Если строгие одежды и не были траурными, лицо все меняло: красные глаза без подводки, ненапудренные щеки… Без красок Идаан была довольно некрасива, и Хиами стало ее жаль. Ожидать убийства — совсем не то, что быть ему свидетелем.

Хиами шагнула вперед и сложила руки в жесте приветствия. Идаан вскочила, словно ее застигли на чем-то запретном, но тут же приняла ответную позу. Хиами присела на бортик фонтана; Идаан по-детски присела у ее ног.

— Вы уже собрались, — заметила Идаан.

— Да. Отплываю завтра. Путь до Ган-Садара неблизкий. Зато там замужем одна из моих дочерей, да и мой брат — достойный человек. Они приютят меня, пока я не найду жилье.

— Это несправедливо! Почему вас выгоняют?! Ваше место здесь.

— Традиция, — сказала Хиами, приняв позу смирения. — Справедливость тут ни при чем. Мой муж умер. Я возвращаюсь в дом отца или того, кто сейчас на его месте.

— В торговом доме никто бы вас не выгонял. Вы бы сами ездили куда хотите и делали что хотите.

— Да, но я не торговка, верно? Я дочь утхайемца. А ты дочь хая.

— Мы женщины! — прошипела Идаан. Хиами удивил яд в ее голосе. — Мы родились женщинами и потому никогда не будем свободными, как наши братья!

Хиами не сдержала смеха: уж очень странно это прозвучало. Она взяла бывшую золовку за руку и наклонилась, почти касаясь ее лба своим. Идаан подняла покрасневшие от слез глаза.

— Вряд ли наши мужчины так уж свободны от традиций, — прошептала Хиами.

Идаан сморщилась от огорчения.

— Я не подумала! Я не хотела сказать… О, боги… Простите меня, Хиами-кя!
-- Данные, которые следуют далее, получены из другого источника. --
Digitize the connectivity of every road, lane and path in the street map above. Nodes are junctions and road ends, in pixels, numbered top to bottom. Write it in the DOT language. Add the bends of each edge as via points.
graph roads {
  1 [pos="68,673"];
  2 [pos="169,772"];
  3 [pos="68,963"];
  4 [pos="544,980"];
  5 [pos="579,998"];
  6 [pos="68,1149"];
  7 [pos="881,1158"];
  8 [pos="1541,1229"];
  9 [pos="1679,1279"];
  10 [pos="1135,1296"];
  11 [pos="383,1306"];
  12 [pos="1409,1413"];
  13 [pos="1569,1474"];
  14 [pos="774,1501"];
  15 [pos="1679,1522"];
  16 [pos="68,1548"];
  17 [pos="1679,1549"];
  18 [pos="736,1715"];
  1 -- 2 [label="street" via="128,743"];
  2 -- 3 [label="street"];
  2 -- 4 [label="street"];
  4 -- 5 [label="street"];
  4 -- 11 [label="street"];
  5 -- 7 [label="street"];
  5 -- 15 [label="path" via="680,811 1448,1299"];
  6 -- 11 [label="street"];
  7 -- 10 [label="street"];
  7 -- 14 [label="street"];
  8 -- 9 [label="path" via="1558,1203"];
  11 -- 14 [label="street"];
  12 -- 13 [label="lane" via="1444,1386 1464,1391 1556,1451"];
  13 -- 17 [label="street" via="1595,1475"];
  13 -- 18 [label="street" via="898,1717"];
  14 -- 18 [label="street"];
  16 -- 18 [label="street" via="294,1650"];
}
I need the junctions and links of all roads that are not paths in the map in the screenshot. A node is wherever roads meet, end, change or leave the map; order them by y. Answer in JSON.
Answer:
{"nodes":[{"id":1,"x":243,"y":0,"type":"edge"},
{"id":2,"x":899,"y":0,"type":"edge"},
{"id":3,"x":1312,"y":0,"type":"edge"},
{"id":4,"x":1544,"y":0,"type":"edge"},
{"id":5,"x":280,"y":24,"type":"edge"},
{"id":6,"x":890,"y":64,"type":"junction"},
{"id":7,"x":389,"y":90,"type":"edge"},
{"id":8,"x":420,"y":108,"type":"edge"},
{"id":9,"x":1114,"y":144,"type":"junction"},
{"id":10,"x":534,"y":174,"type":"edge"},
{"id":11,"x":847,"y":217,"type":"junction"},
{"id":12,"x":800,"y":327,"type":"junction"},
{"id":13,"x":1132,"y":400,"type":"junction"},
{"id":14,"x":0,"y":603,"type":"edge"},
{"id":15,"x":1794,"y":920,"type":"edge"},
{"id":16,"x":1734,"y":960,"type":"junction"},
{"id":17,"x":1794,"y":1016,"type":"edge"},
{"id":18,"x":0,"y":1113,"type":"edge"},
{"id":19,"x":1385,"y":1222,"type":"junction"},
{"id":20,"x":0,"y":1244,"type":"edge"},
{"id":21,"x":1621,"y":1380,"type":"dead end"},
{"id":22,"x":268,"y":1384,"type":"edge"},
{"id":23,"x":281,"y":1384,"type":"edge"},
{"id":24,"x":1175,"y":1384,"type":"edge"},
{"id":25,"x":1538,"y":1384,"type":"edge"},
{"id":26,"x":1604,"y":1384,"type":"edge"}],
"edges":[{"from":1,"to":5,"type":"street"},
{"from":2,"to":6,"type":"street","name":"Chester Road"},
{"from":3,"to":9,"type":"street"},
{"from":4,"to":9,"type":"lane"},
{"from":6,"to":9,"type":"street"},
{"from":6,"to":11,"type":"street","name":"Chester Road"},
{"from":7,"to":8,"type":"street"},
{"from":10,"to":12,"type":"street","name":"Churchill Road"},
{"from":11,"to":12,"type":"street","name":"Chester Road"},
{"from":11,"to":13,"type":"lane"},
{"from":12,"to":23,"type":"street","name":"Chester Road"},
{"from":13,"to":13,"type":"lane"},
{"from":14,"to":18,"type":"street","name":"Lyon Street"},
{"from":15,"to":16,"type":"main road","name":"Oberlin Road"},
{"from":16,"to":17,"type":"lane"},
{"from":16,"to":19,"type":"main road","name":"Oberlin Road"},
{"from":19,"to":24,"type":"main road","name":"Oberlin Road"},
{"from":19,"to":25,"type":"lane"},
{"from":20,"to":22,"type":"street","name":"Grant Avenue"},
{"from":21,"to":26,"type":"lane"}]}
Простите. Простите…

Хиами раскрыла объятья, и девушка с рыданиями прижалась к ней. Хиами принялась укачивать ее, напевать и гладить по волосам, как ребенка, а сама поверх головы Идаан смотрела на сад — в последний раз. Из земли поднимались ростки; деревья стояли голые, но кора уже слегка позеленела. Скоро станет тепло, и пустят воду в фонтаны.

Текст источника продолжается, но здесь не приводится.